MONTRÉAL, Nov. 23, 2020 /PRNewswire/ - Boralex Inc. (TSX: BLX) ("Boralex" or the "Corporation") is pleased to announce that Boralex US Solar CIA LLC, a wholly owned subsidiary of the Corporation, has entered into binding agreements with Centaurus Renewable Energy LLC ("CRE") and certain other investors to acquire their controlling interests in seven solar plants, located in the United States, for a purchase price of $CA283 million (US$216.5 million).  CRE and other investors will retain certain non-controlling interests in the assets resulting in total net installed capacity to Boralex of 118 MWac.

The operating solar plants totaling 209 MWac of gross installed capacity, located in the City of Five Points, the City of Huron, Kettleman City, the City of Lancaster and the City of Newman, California; Chambers County, Alabama; and Indianapolis, Indiana, were commissioned between 2014 and 2017. The assets benefit from long-term Power Purchase Agreements ("PPAs") with the Regents of the University of California, Alabama Power Company, PG&E, Southern California Edison, City of Palo Alto, and Indianapolis Power & Light, expiring between 2029 and 2046 with a remaining weighted average of more than 21.5 years on the PPAs.

Closing of the transaction is currently anticipated to occur on or before December 31, 2020, subject to the satisfaction of usual closing conditions, including receipt of FERC approval for the Lafayette and Five Points assets.
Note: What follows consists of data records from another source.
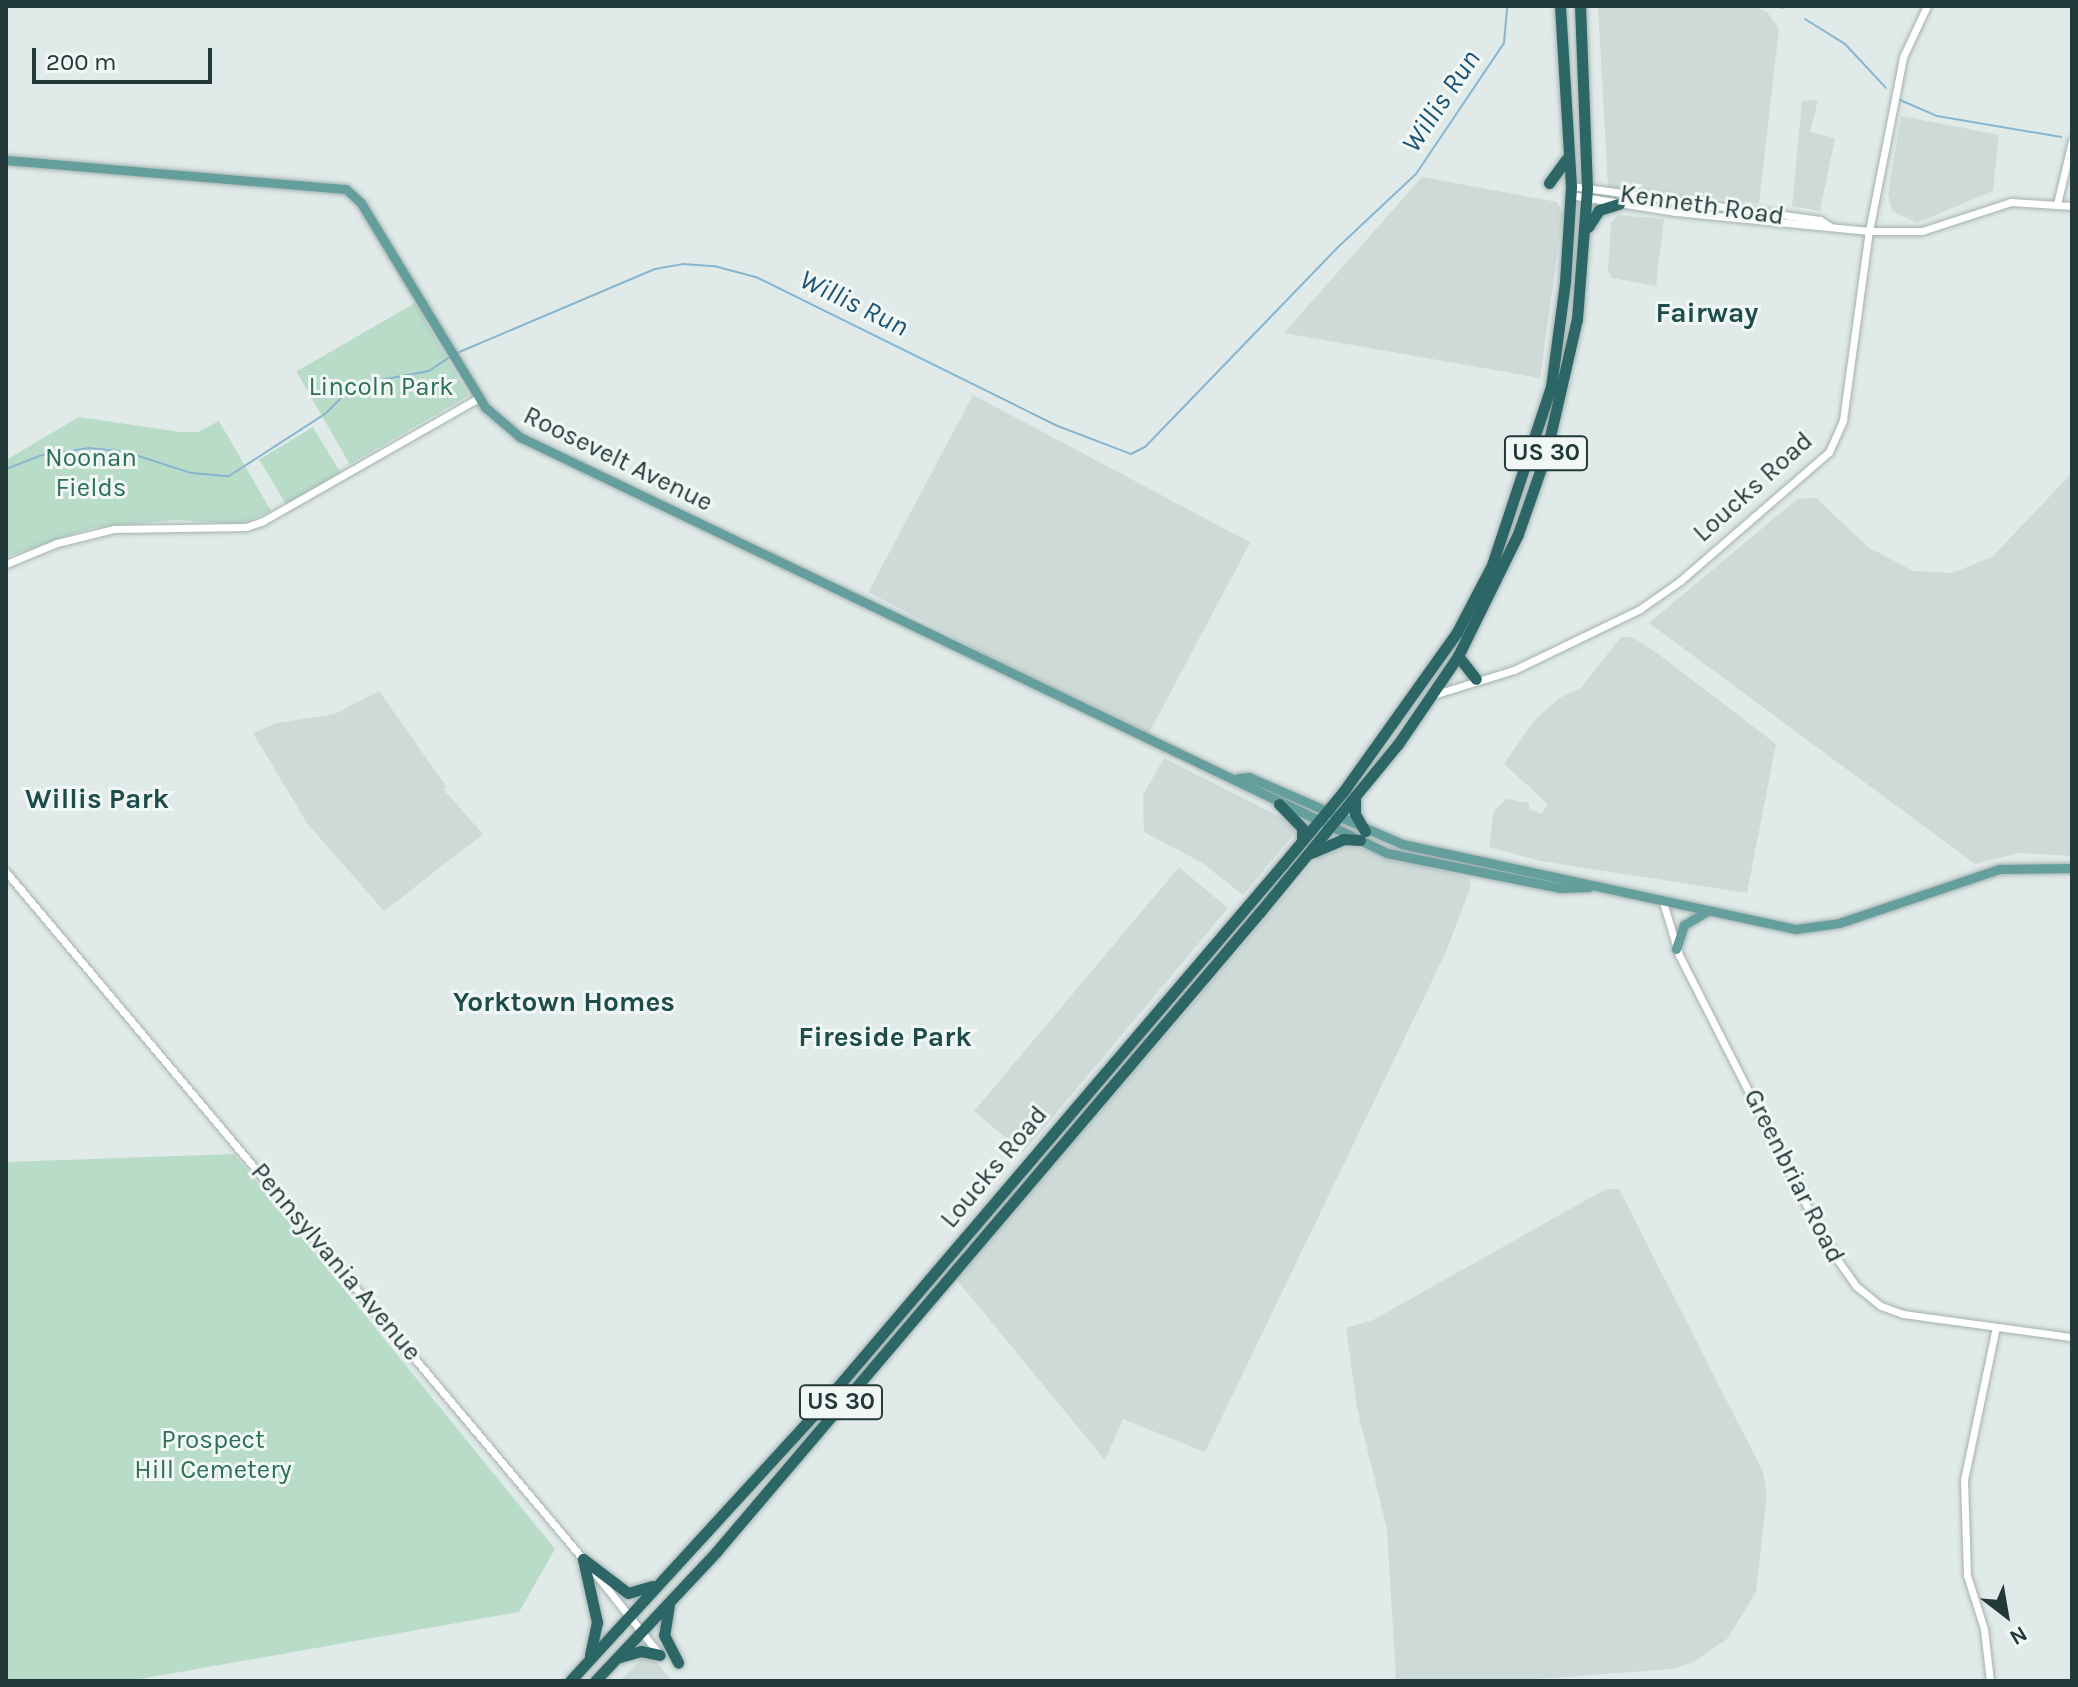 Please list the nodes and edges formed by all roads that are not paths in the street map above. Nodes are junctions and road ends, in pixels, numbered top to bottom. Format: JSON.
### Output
{"nodes":[{"id":1,"x":1560,"y":6,"type":"edge"},
{"id":2,"x":1580,"y":6,"type":"edge"},
{"id":3,"x":1927,"y":6,"type":"edge"},
{"id":4,"x":2072,"y":141,"type":"edge"},
{"id":5,"x":1568,"y":155,"type":"junction"},
{"id":6,"x":6,"y":160,"type":"edge"},
{"id":7,"x":1549,"y":183,"type":"dead end"},
{"id":8,"x":1570,"y":190,"type":"junction"},
{"id":9,"x":1587,"y":193,"type":"junction"},
{"id":10,"x":1619,"y":204,"type":"junction"},
{"id":11,"x":2057,"y":204,"type":"junction"},
{"id":12,"x":2072,"y":206,"type":"edge"},
{"id":13,"x":1780,"y":215,"type":"junction"},
{"id":14,"x":1761,"y":222,"type":"junction"},
{"id":15,"x":1831,"y":227,"type":"junction"},
{"id":16,"x":1586,"y":231,"type":"junction"},
{"id":17,"x":1869,"y":231,"type":"junction"},
{"id":18,"x":479,"y":398,"type":"junction"},
{"id":19,"x":6,"y":564,"type":"edge"},
{"id":20,"x":1458,"y":656,"type":"junction"},
{"id":21,"x":1436,"y":667,"type":"joint"},
{"id":22,"x":1476,"y":679,"type":"junction"},
{"id":23,"x":1433,"y":695,"type":"junction"},
{"id":24,"x":1238,"y":778,"type":"junction"},
{"id":25,"x":1355,"y":796,"type":"junction"},
{"id":26,"x":1279,"y":804,"type":"junction"},
{"id":27,"x":1327,"y":820,"type":"junction"},
{"id":28,"x":1362,"y":835,"type":"junction"},
{"id":29,"x":1302,"y":841,"type":"junction"},
{"id":30,"x":1307,"y":855,"type":"junction"},
{"id":31,"x":2072,"y":868,"type":"edge"},
{"id":32,"x":6,"y":872,"type":"edge"},
{"id":33,"x":1478,"y":872,"type":"junction"},
{"id":34,"x":1551,"y":874,"type":"junction"},
{"id":35,"x":1589,"y":887,"type":"junction"},
{"id":36,"x":1663,"y":902,"type":"junction"},
{"id":37,"x":1707,"y":911,"type":"junction"},
{"id":38,"x":1676,"y":949,"type":"junction"},
{"id":39,"x":1996,"y":1327,"type":"junction"},
{"id":40,"x":2072,"y":1337,"type":"edge"},
{"id":41,"x":583,"y":1559,"type":"junction"},
{"id":42,"x":674,"y":1568,"type":"junction"},
{"id":43,"x":670,"y":1601,"type":"junction"},
{"id":44,"x":630,"y":1614,"type":"junction"},
{"id":45,"x":643,"y":1629,"type":"junction"},
{"id":46,"x":660,"y":1655,"type":"joint"},
{"id":47,"x":615,"y":1659,"type":"junction"},
{"id":48,"x":587,"y":1662,"type":"junction"},
{"id":49,"x":678,"y":1663,"type":"dead end"},
{"id":50,"x":570,"y":1681,"type":"edge"},
{"id":51,"x":595,"y":1681,"type":"edge"},
{"id":52,"x":1990,"y":1681,"type":"edge"}],
"edges":[{"from":1,"to":5,"type":"highway","name":"US 30","number":"US 30"},
{"from":2,"to":9,"type":"highway","name":"US 30","number":"US 30"},
{"from":3,"to":17,"type":"street","name":"Loucks Road"},
{"from":4,"to":11,"type":"street"},
{"from":5,"to":7,"type":"highway"},
{"from":5,"to":8,"type":"highway","name":"US 30","number":"US 30"},
{"from":6,"to":18,"type":"main road","name":"Roosevelt Avenue"},
{"from":8,"to":9,"type":"street","name":"Kenneth Road"},
{"from":8,"to":21,"type":"highway","name":"US 30","number":"US 30"},
{"from":9,"to":10,"type":"street","name":"Kenneth Road"},
{"from":9,"to":13,"type":"street","name":"Kenneth Road"},
{"from":9,"to":16,"type":"highway","name":"US 30","number":"US 30"},
{"from":10,"to":14,"type":"street","name":"Kenneth Road"},
{"from":10,"to":16,"type":"highway"},
{"from":11,"to":12,"type":"street","name":"Kenneth Road"},
{"from":11,"to":17,"type":"street","name":"Kenneth Road"},
{"from":13,"to":14,"type":"street"},
{"from":13,"to":15,"type":"street","name":"Kenneth Road"},
{"from":14,"to":15,"type":"street","name":"Kenneth Road"},
{"from":15,"to":17,"type":"street","name":"Kenneth Road"},
{"from":16,"to":20,"type":"highway","name":"US 30","number":"US 30"},
{"from":17,"to":22,"type":"street","name":"Loucks Road"},
{"from":18,"to":19,"type":"street"},
{"from":18,"to":24,"type":"main road","name":"Roosevelt Avenue"},
{"from":20,"to":22,"type":"highway"},
{"from":20,"to":23,"type":"highway","name":"US 30","number":"US 30"},
{"from":21,"to":27,"type":"highway","name":"Loucks Road","number":"US 30"},
{"from":22,"to":23,"type":"street","name":"Loucks Road"},
{"from":23,"to":25,"type":"highway","name":"Loucks Road","number":"US 30"},
{"from":24,"to":26,"type":"main road","name":"Roosevelt Avenue"},
{"from":24,"to":27,"type":"main road","name":"Roosevelt Avenue"},
{"from":25,"to":27,"type":"highway","name":"Loucks Road","number":"US 30"},
{"from":25,"to":28,"type":"highway"},
{"from":26,"to":27,"type":"main road","name":"Roosevelt Avenue"},
{"from":26,"to":29,"type":"highway"},
{"from":27,"to":28,"type":"main road","name":"Roosevelt Avenue"},
{"from":27,"to":29,"type":"highway","name":"Loucks Road","number":"US 30"},
{"from":27,"to":30,"type":"highway","name":"Loucks Road","number":"US 30"},
{"from":28,"to":30,"type":"highway"},
{"from":28,"to":33,"type":"main road","name":"Roosevelt Avenue"},
{"from":28,"to":34,"type":"main road","name":"Roosevelt Avenue"},
{"from":29,"to":42,"type":"highway","name":"Loucks Road","number":"US 30"},
{"from":30,"to":43,"type":"highway","name":"Loucks Road","number":"US 30"},
{"from":31,"to":37,"type":"main road","name":"Roosevelt Avenue"},
{"from":32,"to":41,"type":"street","name":"Pennsylvania Avenue"},
{"from":33,"to":34,"type":"main road"},
{"from":33,"to":35,"type":"main road","name":"Roosevelt Avenue"},
{"from":34,"to":35,"type":"main road","name":"Roosevelt Avenue"},
{"from":35,"to":36,"type":"main road","name":"Roosevelt Avenue"},
{"from":36,"to":37,"type":"main road","name":"Roosevelt Avenue"},
{"from":36,"to":38,"type":"street","name":"Greenbriar Road"},
{"from":37,"to":38,"type":"main road"},
{"from":38,"to":39,"type":"street","name":"Greenbriar Road"},
{"from":39,"to":40,"type":"street","name":"Greenbriar Road"},
{"from":39,"to":52,"type":"street"},
{"from":41,"to":42,"type":"highway"},
{"from":41,"to":44,"type":"street","name":"Pennsylvania Avenue"},
{"from":41,"to":48,"type":"highway"},
{"from":42,"to":44,"type":"highway","name":"Loucks Road","number":"US 30"},
{"from":43,"to":45,"type":"highway","name":"Loucks Road","number":"US 30"},
{"from":43,"to":49,"type":"highway"},
{"from":44,"to":45,"type":"street","name":"Pennsylvania Avenue"},
{"from":44,"to":48,"type":"highway","name":"Loucks Road","number":"US 30"},
{"from":45,"to":46,"type":"street","name":"Pennsylvania Avenue"},
{"from":45,"to":47,"type":"highway","name":"Loucks Road","number":"US 30"},
{"from":46,"to":47,"type":"highway"},
{"from":47,"to":51,"type":"highway","name":"Loucks Road","number":"US 30"},
{"from":48,"to":50,"type":"highway","name":"Loucks Road","number":"US 30"}]}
The PPA of the Lafayette asset contains a right of first refusal in favor of Alabama Power, pursuant to which the CRE interest in Lafayette can be acquired by Alabama Power within sixty days of being notified of a third-party binding offer by matching the proposed purchase price. Boralex does not know whether Alabama Power intends to exercise such right or not. The acquisition of the interest in this specific asset is therefore subject to the waiver or expiry of this right.  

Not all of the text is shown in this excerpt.